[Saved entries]

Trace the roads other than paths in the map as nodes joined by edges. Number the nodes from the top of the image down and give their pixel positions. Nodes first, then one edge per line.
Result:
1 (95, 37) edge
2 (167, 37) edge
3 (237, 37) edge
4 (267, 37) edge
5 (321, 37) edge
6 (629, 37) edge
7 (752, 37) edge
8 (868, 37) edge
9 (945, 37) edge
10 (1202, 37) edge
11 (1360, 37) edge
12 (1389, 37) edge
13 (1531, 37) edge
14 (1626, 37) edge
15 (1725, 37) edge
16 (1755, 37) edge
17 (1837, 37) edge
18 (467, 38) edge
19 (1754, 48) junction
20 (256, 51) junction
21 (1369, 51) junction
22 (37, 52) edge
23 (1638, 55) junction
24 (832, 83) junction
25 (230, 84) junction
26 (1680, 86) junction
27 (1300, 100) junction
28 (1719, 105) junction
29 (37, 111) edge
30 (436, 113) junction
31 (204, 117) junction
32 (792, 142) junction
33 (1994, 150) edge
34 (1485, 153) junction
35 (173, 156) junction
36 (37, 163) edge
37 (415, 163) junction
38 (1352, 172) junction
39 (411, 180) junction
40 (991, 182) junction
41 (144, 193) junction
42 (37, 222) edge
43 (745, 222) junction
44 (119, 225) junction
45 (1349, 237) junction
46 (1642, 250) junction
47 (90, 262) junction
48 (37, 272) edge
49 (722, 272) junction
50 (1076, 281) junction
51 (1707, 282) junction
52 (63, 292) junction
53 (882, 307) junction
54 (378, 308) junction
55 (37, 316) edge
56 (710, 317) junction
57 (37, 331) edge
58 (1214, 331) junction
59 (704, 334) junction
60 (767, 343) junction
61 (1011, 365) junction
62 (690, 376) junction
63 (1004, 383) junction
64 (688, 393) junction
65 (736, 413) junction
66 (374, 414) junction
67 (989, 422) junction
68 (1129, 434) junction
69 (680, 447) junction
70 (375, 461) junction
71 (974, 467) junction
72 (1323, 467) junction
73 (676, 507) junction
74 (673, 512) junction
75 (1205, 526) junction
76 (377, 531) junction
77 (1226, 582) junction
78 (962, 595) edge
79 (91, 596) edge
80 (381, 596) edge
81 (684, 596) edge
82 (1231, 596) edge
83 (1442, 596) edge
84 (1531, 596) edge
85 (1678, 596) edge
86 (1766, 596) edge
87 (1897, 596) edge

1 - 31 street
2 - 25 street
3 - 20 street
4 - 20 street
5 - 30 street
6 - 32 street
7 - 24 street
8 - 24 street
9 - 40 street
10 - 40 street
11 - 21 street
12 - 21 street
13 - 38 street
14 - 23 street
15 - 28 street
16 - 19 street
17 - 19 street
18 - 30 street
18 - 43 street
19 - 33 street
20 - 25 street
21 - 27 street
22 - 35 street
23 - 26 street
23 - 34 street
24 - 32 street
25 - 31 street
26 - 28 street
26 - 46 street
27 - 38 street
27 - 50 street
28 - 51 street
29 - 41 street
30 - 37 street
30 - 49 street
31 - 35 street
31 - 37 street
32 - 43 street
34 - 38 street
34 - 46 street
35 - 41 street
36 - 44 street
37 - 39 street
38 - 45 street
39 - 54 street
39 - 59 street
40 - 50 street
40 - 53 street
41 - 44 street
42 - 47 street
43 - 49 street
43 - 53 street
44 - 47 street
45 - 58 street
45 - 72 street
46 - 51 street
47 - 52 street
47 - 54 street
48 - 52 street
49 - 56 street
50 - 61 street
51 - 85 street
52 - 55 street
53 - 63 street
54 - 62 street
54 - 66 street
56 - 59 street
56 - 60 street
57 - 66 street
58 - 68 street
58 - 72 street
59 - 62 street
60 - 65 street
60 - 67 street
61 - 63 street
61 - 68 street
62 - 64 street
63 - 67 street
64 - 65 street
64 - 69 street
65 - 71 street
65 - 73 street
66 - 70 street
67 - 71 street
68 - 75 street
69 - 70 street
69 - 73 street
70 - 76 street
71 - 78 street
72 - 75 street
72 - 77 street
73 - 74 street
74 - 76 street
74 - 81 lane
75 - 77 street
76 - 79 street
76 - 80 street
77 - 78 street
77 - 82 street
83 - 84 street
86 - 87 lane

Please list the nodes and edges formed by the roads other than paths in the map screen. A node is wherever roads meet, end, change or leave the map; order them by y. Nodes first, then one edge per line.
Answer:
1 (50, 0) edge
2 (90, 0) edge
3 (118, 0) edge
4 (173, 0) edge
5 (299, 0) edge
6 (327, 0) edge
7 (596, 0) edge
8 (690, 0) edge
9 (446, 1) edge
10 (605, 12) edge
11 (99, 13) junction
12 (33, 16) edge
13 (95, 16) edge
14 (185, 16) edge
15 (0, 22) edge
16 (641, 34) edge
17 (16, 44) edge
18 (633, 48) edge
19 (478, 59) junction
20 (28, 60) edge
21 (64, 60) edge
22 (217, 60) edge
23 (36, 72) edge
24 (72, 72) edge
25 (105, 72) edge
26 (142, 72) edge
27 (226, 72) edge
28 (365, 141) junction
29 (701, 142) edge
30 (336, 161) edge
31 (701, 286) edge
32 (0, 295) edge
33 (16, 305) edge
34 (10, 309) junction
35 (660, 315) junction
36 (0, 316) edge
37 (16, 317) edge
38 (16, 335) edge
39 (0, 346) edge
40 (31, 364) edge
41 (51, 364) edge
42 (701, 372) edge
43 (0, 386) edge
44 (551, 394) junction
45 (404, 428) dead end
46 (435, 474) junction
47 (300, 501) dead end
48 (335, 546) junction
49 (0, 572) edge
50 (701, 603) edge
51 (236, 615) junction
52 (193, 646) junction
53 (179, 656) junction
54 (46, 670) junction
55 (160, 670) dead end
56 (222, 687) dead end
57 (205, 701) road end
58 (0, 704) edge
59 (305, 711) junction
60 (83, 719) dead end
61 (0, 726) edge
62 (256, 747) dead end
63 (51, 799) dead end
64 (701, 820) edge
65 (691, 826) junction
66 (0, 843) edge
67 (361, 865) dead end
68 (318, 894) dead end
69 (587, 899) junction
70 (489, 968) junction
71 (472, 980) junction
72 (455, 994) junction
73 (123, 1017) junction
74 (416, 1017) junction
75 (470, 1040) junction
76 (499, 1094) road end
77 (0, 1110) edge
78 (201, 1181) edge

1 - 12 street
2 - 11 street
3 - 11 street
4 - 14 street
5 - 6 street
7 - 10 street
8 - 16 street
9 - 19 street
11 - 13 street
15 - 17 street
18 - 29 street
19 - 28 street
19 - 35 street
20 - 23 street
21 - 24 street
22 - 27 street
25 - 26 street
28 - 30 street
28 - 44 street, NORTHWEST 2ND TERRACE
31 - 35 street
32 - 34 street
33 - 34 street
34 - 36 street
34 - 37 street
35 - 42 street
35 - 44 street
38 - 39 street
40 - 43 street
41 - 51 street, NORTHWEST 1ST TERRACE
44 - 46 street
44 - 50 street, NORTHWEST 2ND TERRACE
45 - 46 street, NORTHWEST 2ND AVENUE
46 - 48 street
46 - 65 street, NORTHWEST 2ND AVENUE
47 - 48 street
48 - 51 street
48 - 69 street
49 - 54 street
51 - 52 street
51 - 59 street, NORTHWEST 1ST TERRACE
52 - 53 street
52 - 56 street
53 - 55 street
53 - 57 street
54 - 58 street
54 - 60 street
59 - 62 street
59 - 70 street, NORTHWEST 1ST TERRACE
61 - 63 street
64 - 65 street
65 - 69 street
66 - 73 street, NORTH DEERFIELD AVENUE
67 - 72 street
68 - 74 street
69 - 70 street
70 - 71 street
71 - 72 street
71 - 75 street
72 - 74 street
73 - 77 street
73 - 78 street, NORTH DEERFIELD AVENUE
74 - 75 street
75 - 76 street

What to produce:
Please quote the data above in full, with no line missing.

Output below:
Trace the roads other than paths in the map as nodes joined by edges. Number the nodes from the top of the image down and give their pixel positions. Nodes first, then one edge per line.
Result:
1 (95, 37) edge
2 (167, 37) edge
3 (237, 37) edge
4 (267, 37) edge
5 (321, 37) edge
6 (629, 37) edge
7 (752, 37) edge
8 (868, 37) edge
9 (945, 37) edge
10 (1202, 37) edge
11 (1360, 37) edge
12 (1389, 37) edge
13 (1531, 37) edge
14 (1626, 37) edge
15 (1725, 37) edge
16 (1755, 37) edge
17 (1837, 37) edge
18 (467, 38) edge
19 (1754, 48) junction
20 (256, 51) junction
21 (1369, 51) junction
22 (37, 52) edge
23 (1638, 55) junction
24 (832, 83) junction
25 (230, 84) junction
26 (1680, 86) junction
27 (1300, 100) junction
28 (1719, 105) junction
29 (37, 111) edge
30 (436, 113) junction
31 (204, 117) junction
32 (792, 142) junction
33 (1994, 150) edge
34 (1485, 153) junction
35 (173, 156) junction
36 (37, 163) edge
37 (415, 163) junction
38 (1352, 172) junction
39 (411, 180) junction
40 (991, 182) junction
41 (144, 193) junction
42 (37, 222) edge
43 (745, 222) junction
44 (119, 225) junction
45 (1349, 237) junction
46 (1642, 250) junction
47 (90, 262) junction
48 (37, 272) edge
49 (722, 272) junction
50 (1076, 281) junction
51 (1707, 282) junction
52 (63, 292) junction
53 (882, 307) junction
54 (378, 308) junction
55 (37, 316) edge
56 (710, 317) junction
57 (37, 331) edge
58 (1214, 331) junction
59 (704, 334) junction
60 (767, 343) junction
61 (1011, 365) junction
62 (690, 376) junction
63 (1004, 383) junction
64 (688, 393) junction
65 (736, 413) junction
66 (374, 414) junction
67 (989, 422) junction
68 (1129, 434) junction
69 (680, 447) junction
70 (375, 461) junction
71 (974, 467) junction
72 (1323, 467) junction
73 (676, 507) junction
74 (673, 512) junction
75 (1205, 526) junction
76 (377, 531) junction
77 (1226, 582) junction
78 (962, 595) edge
79 (91, 596) edge
80 (381, 596) edge
81 (684, 596) edge
82 (1231, 596) edge
83 (1442, 596) edge
84 (1531, 596) edge
85 (1678, 596) edge
86 (1766, 596) edge
87 (1897, 596) edge

1 - 31 street
2 - 25 street
3 - 20 street
4 - 20 street
5 - 30 street
6 - 32 street
7 - 24 street
8 - 24 street
9 - 40 street
10 - 40 street
11 - 21 street
12 - 21 street
13 - 38 street
14 - 23 street
15 - 28 street
16 - 19 street
17 - 19 street
18 - 30 street
18 - 43 street
19 - 33 street
20 - 25 street
21 - 27 street
22 - 35 street
23 - 26 street
23 - 34 street
24 - 32 street
25 - 31 street
26 - 28 street
26 - 46 street
27 - 38 street
27 - 50 street
28 - 51 street
29 - 41 street
30 - 37 street
30 - 49 street
31 - 35 street
31 - 37 street
32 - 43 street
34 - 38 street
34 - 46 street
35 - 41 street
36 - 44 street
37 - 39 street
38 - 45 street
39 - 54 street
39 - 59 street
40 - 50 street
40 - 53 street
41 - 44 street
42 - 47 street
43 - 49 street
43 - 53 street
44 - 47 street
45 - 58 street
45 - 72 street
46 - 51 street
47 - 52 street
47 - 54 street
48 - 52 street
49 - 56 street
50 - 61 street
51 - 85 street
52 - 55 street
53 - 63 street
54 - 62 street
54 - 66 street
56 - 59 street
56 - 60 street
57 - 66 street
58 - 68 street
58 - 72 street
59 - 62 street
60 - 65 street
60 - 67 street
61 - 63 street
61 - 68 street
62 - 64 street
63 - 67 street
64 - 65 street
64 - 69 street
65 - 71 street
65 - 73 street
66 - 70 street
67 - 71 street
68 - 75 street
69 - 70 street
69 - 73 street
70 - 76 street
71 - 78 street
72 - 75 street
72 - 77 street
73 - 74 street
74 - 76 street
74 - 81 lane
75 - 77 street
76 - 79 street
76 - 80 street
77 - 78 street
77 - 82 street
83 - 84 street
86 - 87 lane

Please list the nodes and edges formed by the roads other than paths in the map screen. A node is wherever roads meet, end, change or leave the map; order them by y. Nodes first, then one edge per line.
Answer:
1 (50, 0) edge
2 (90, 0) edge
3 (118, 0) edge
4 (173, 0) edge
5 (299, 0) edge
6 (327, 0) edge
7 (596, 0) edge
8 (690, 0) edge
9 (446, 1) edge
10 (605, 12) edge
11 (99, 13) junction
12 (33, 16) edge
13 (95, 16) edge
14 (185, 16) edge
15 (0, 22) edge
16 (641, 34) edge
17 (16, 44) edge
18 (633, 48) edge
19 (478, 59) junction
20 (28, 60) edge
21 (64, 60) edge
22 (217, 60) edge
23 (36, 72) edge
24 (72, 72) edge
25 (105, 72) edge
26 (142, 72) edge
27 (226, 72) edge
28 (365, 141) junction
29 (701, 142) edge
30 (336, 161) edge
31 (701, 286) edge
32 (0, 295) edge
33 (16, 305) edge
34 (10, 309) junction
35 (660, 315) junction
36 (0, 316) edge
37 (16, 317) edge
38 (16, 335) edge
39 (0, 346) edge
40 (31, 364) edge
41 (51, 364) edge
42 (701, 372) edge
43 (0, 386) edge
44 (551, 394) junction
45 (404, 428) dead end
46 (435, 474) junction
47 (300, 501) dead end
48 (335, 546) junction
49 (0, 572) edge
50 (701, 603) edge
51 (236, 615) junction
52 (193, 646) junction
53 (179, 656) junction
54 (46, 670) junction
55 (160, 670) dead end
56 (222, 687) dead end
57 (205, 701) road end
58 (0, 704) edge
59 (305, 711) junction
60 (83, 719) dead end
61 (0, 726) edge
62 (256, 747) dead end
63 (51, 799) dead end
64 (701, 820) edge
65 (691, 826) junction
66 (0, 843) edge
67 (361, 865) dead end
68 (318, 894) dead end
69 (587, 899) junction
70 (489, 968) junction
71 (472, 980) junction
72 (455, 994) junction
73 (123, 1017) junction
74 (416, 1017) junction
75 (470, 1040) junction
76 (499, 1094) road end
77 (0, 1110) edge
78 (201, 1181) edge

1 - 12 street
2 - 11 street
3 - 11 street
4 - 14 street
5 - 6 street
7 - 10 street
8 - 16 street
9 - 19 street
11 - 13 street
15 - 17 street
18 - 29 street
19 - 28 street
19 - 35 street
20 - 23 street
21 - 24 street
22 - 27 street
25 - 26 street
28 - 30 street
28 - 44 street, NORTHWEST 2ND TERRACE
31 - 35 street
32 - 34 street
33 - 34 street
34 - 36 street
34 - 37 street
35 - 42 street
35 - 44 street
38 - 39 street
40 - 43 street
41 - 51 street, NORTHWEST 1ST TERRACE
44 - 46 street
44 - 50 street, NORTHWEST 2ND TERRACE
45 - 46 street, NORTHWEST 2ND AVENUE
46 - 48 street
46 - 65 street, NORTHWEST 2ND AVENUE
47 - 48 street
48 - 51 street
48 - 69 street
49 - 54 street
51 - 52 street
51 - 59 street, NORTHWEST 1ST TERRACE
52 - 53 street
52 - 56 street
53 - 55 street
53 - 57 street
54 - 58 street
54 - 60 street
59 - 62 street
59 - 70 street, NORTHWEST 1ST TERRACE
61 - 63 street
64 - 65 street
65 - 69 street
66 - 73 street, NORTH DEERFIELD AVENUE
67 - 72 street
68 - 74 street
69 - 70 street
70 - 71 street
71 - 72 street
71 - 75 street
72 - 74 street
73 - 77 street
73 - 78 street, NORTH DEERFIELD AVENUE
74 - 75 street
75 - 76 street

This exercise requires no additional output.